▶ [YOUR INSTRUCTIONS]:
Reproduce nothing but the lines from the start of the material through the line that includes "index mcp: (270, 215)", both ends included, and omit every picture.

****

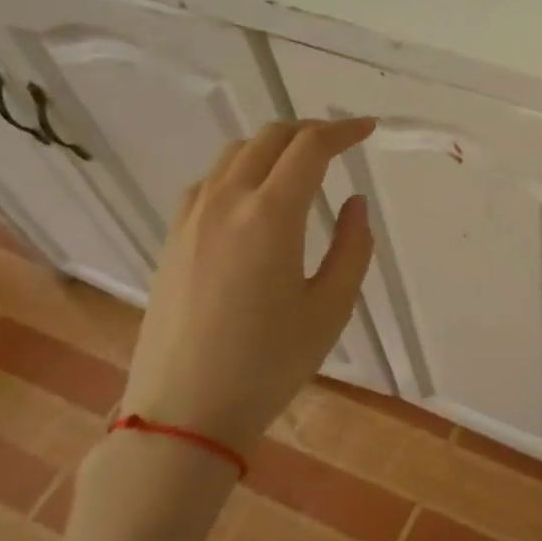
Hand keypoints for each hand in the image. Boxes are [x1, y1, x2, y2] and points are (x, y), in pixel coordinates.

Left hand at [122, 118, 376, 457]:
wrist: (184, 411)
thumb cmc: (269, 364)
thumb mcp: (331, 308)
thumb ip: (352, 247)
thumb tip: (353, 204)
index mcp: (270, 215)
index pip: (310, 148)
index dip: (344, 131)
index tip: (368, 129)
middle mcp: (226, 202)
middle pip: (270, 138)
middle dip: (310, 131)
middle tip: (340, 144)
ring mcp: (191, 218)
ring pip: (235, 154)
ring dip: (273, 146)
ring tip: (300, 166)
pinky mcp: (173, 239)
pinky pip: (209, 181)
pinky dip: (239, 170)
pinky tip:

****

▶ [RESPONSE TO THIS TASK]:
Hand keypoints for each hand in the image. Boxes are [x1, y1, x2, y2] and points are (x, y), in pixel coordinates.

Left hand at [122, 118, 376, 457]:
wrist: (184, 411)
thumb cmc: (269, 364)
thumb mcp: (331, 308)
thumb ip: (352, 247)
thumb tip: (353, 204)
index mcp: (270, 215)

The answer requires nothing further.